Ever challenged for her credentials when present in war zones, London Times correspondent Marie Colvin (Rosamund Pike) faces incessant uncertainty when seeking to get the story in “A Private War.” Photo by Keith Bernstein, courtesy of Aviron Pictures.
Those who have never worked as journalists may find such compulsive attitudes difficult to fathom. However, having once worked in the field myself (though admittedly not on a scale anywhere near that of the protagonist), I understand what it means to feel drawn to uncovering the truth of a story and to make it known to an awaiting audience. When the stakes are especially high, as they were in the conflicts Colvin covered, the need to fulfill that mission becomes particularly strong, no matter what it takes to get it done. Were it not for intrepid reporters like her, stories like this might not otherwise see the light of day.
Although at times a little weak on back story, this otherwise-gripping biopic about the protagonist’s dogged determination to get the story sizzles with bold intensity, especially in its uncompromising depictions of the horrors she witnessed firsthand and in the personal toll such events took on her physically and emotionally. Pike’s stellar performance is certainly award-worthy, showing the many sides of a complex character who frequently straddled the line between bravery and recklessness. Be forewarned, however, that the graphic nature of this offering makes it a questionable choice for sensitive and squeamish viewers. But, for those who like their heroic tales larger than life and rooted in truth, this one is definitely for you.

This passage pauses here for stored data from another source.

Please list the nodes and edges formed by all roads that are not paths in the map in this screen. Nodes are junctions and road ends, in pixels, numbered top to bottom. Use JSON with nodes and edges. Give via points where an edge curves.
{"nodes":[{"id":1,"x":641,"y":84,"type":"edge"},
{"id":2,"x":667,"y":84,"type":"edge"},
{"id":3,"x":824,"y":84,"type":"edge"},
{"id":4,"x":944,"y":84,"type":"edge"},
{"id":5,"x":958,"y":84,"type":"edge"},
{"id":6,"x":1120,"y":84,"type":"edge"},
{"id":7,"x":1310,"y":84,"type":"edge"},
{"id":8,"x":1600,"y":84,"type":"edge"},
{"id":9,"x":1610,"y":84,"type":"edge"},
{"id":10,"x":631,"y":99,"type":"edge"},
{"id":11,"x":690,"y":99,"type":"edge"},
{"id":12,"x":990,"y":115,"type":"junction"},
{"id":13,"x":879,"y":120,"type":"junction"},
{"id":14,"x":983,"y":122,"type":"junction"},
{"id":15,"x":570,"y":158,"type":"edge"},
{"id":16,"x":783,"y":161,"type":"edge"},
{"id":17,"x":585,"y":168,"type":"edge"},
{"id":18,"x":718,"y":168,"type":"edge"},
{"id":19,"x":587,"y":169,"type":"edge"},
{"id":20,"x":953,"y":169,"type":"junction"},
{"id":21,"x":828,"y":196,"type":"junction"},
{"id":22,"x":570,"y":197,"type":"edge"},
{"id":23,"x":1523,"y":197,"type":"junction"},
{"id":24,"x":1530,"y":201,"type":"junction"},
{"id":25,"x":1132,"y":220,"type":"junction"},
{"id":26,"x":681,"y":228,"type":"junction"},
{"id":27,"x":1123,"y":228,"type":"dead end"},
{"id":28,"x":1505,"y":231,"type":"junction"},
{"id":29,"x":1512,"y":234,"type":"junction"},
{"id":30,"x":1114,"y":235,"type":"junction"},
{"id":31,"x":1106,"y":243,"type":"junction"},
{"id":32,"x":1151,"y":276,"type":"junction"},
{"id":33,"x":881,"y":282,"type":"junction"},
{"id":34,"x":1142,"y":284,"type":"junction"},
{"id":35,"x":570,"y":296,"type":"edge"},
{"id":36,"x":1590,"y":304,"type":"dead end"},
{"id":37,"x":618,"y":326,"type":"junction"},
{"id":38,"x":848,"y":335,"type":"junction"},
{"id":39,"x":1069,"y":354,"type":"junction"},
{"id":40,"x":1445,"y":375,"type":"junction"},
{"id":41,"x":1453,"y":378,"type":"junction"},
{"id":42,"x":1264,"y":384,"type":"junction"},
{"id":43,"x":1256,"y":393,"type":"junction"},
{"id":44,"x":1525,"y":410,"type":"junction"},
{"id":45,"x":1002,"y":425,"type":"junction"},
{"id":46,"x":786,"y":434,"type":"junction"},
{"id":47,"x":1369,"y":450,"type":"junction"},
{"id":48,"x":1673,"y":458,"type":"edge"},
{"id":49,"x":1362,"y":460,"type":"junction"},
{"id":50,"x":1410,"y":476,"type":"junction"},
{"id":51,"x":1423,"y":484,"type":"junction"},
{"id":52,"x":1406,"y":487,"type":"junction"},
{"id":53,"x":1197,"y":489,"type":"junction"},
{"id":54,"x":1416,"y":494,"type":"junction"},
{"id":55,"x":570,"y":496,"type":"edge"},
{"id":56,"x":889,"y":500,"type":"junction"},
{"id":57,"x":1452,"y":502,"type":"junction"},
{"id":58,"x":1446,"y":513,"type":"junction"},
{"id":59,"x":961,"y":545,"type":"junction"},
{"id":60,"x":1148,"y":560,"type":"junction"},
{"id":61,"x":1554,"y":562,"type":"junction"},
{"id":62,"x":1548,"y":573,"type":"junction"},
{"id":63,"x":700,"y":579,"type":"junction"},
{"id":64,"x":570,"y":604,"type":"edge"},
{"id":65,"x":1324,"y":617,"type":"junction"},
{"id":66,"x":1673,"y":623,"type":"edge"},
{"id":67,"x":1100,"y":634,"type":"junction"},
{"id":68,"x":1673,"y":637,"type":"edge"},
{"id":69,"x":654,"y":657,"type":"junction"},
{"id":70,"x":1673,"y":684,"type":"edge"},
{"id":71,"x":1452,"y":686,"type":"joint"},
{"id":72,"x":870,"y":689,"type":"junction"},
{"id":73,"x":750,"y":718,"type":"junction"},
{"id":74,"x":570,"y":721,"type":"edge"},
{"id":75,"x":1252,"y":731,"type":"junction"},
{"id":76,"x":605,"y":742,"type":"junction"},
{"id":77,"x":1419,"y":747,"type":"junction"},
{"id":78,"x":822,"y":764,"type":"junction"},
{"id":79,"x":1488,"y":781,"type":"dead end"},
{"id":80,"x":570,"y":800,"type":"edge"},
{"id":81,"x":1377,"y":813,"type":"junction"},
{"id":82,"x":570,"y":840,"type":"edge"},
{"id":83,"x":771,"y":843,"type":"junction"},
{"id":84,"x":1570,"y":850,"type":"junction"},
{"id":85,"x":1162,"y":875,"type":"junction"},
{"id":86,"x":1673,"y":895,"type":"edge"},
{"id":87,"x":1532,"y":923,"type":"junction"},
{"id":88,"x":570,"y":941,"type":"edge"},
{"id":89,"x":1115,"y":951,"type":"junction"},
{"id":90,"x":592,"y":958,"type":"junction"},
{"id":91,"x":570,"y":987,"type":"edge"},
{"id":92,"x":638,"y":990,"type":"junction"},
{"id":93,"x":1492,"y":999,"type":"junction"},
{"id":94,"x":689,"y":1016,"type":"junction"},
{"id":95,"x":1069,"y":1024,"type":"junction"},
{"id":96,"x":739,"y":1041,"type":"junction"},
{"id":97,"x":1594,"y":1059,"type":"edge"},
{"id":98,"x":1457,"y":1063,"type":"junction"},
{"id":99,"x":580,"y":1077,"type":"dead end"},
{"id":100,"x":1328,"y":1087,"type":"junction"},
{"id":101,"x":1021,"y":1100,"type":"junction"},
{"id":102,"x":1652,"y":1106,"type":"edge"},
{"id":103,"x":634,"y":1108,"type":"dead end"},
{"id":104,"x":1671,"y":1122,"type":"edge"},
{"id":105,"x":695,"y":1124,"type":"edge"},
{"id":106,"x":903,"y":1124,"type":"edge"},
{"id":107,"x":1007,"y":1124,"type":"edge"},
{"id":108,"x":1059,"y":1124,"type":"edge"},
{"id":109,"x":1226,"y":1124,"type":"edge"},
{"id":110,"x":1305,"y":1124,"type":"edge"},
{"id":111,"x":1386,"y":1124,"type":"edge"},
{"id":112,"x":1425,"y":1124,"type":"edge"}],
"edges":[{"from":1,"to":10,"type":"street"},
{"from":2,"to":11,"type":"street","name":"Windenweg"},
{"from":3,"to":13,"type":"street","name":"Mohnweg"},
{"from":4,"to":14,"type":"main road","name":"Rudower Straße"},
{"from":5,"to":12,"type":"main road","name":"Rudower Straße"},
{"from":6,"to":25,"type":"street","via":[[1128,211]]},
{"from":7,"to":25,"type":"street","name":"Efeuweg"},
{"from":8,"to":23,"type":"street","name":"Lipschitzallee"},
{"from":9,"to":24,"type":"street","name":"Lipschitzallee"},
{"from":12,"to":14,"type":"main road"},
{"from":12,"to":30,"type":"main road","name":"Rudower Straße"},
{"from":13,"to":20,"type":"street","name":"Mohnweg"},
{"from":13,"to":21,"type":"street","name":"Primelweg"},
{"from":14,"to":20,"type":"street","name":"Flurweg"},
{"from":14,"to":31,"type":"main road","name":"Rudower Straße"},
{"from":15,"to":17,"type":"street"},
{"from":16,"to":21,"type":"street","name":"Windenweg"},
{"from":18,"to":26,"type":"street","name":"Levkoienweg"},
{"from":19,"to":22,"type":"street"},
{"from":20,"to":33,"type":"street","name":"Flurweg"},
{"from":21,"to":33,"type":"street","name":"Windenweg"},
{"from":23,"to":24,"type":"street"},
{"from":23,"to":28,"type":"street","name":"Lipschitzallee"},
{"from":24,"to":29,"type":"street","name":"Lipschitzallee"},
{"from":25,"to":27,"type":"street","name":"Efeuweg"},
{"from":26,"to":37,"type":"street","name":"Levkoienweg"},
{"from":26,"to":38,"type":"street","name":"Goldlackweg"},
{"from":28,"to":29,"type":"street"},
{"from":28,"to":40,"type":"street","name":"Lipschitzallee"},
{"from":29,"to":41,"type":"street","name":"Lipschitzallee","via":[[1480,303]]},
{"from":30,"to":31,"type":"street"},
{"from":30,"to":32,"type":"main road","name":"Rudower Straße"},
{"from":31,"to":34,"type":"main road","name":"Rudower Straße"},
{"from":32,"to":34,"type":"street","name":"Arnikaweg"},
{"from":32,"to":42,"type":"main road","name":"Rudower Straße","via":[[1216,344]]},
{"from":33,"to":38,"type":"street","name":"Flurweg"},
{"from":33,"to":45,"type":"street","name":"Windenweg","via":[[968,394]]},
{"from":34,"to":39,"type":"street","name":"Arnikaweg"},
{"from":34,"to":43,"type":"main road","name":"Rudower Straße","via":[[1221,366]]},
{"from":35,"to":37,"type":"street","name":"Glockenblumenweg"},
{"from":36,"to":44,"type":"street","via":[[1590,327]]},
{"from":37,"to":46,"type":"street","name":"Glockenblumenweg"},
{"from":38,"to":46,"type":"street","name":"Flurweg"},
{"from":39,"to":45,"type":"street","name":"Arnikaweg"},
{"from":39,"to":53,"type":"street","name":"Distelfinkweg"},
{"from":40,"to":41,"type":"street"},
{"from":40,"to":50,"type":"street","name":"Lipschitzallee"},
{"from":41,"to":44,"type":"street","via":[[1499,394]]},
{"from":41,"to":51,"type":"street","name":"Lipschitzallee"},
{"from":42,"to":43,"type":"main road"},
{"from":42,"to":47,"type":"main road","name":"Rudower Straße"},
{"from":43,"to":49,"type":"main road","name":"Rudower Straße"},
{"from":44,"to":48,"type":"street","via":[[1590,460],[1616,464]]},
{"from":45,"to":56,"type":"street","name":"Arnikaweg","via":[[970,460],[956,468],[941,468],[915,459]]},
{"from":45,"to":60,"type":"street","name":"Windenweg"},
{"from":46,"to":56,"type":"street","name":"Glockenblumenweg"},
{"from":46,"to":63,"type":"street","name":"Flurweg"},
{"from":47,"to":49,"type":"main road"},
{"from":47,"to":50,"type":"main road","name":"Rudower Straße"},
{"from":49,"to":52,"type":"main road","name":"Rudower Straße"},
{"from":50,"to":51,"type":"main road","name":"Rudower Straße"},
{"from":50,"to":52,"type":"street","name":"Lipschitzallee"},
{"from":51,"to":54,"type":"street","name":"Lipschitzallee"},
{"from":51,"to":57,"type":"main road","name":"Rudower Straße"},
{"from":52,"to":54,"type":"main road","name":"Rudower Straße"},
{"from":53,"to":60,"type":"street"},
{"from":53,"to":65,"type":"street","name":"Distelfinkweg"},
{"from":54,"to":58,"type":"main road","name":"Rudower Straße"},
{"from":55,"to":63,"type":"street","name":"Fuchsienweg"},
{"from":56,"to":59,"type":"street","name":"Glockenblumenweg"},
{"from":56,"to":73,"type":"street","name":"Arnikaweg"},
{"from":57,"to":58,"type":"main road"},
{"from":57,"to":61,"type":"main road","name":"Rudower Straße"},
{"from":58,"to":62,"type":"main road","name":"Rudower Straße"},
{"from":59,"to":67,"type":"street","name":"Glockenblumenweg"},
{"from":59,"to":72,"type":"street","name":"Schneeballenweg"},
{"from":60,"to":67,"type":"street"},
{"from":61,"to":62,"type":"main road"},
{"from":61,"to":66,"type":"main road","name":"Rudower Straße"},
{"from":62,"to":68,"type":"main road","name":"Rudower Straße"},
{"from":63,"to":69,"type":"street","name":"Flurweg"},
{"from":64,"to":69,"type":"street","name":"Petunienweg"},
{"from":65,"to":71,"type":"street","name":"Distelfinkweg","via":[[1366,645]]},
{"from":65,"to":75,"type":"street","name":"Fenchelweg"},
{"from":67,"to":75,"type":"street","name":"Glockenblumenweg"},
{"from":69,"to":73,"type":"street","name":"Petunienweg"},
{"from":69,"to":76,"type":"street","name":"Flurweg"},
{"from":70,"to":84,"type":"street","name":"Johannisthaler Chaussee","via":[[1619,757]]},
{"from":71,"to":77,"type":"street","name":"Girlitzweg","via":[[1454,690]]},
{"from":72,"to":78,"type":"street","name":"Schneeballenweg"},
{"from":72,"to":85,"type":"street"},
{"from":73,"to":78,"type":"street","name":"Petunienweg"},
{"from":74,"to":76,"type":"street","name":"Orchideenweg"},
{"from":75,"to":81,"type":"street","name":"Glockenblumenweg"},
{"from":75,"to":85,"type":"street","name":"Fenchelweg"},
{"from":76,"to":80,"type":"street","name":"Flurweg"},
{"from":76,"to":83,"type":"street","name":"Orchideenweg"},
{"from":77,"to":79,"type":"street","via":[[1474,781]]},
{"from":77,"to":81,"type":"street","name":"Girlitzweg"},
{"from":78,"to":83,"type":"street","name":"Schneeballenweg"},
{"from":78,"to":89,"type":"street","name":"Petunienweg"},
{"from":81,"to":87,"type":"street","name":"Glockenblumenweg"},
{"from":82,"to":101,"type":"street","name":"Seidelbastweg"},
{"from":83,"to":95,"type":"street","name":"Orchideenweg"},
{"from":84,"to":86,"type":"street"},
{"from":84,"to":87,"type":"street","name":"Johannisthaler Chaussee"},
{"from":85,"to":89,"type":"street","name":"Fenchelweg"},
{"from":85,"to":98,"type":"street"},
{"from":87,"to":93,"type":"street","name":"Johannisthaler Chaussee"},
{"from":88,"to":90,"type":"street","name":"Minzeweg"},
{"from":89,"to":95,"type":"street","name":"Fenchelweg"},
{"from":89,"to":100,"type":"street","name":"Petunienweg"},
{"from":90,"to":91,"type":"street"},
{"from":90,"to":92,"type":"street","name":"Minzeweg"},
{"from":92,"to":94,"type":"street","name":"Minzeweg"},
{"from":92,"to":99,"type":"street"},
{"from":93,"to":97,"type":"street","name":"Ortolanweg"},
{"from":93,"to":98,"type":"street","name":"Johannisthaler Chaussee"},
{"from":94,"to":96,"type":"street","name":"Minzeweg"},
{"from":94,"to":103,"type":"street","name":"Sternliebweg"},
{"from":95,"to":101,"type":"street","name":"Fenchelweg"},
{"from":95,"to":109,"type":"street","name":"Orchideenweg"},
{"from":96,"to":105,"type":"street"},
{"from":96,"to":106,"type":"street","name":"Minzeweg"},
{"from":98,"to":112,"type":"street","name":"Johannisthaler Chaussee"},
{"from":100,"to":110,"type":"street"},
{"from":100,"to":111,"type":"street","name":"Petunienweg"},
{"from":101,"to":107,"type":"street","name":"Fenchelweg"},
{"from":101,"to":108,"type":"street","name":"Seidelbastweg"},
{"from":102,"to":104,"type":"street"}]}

Like another recent release about the lives of war correspondents, “Viper Club”, this film poignantly reveals the sacrifices these individuals are willing to endure and the risks they’re willing to take in making sure the truth is known. Some might see them as brave, gallant souls, while others may view them as foolhardy and careless. The belief conflicts that they wrestle with alone are a substantial burden to take on. Nevertheless, no matter how these individuals are viewed, what they accomplish in the end is what’s most important, efforts for which they deserve every recognition possible. Were it not for this kind of determination, as well as the compassion that goes along with it, we might all be kept in a darkness that would ultimately be even more frightening than any war we might live through.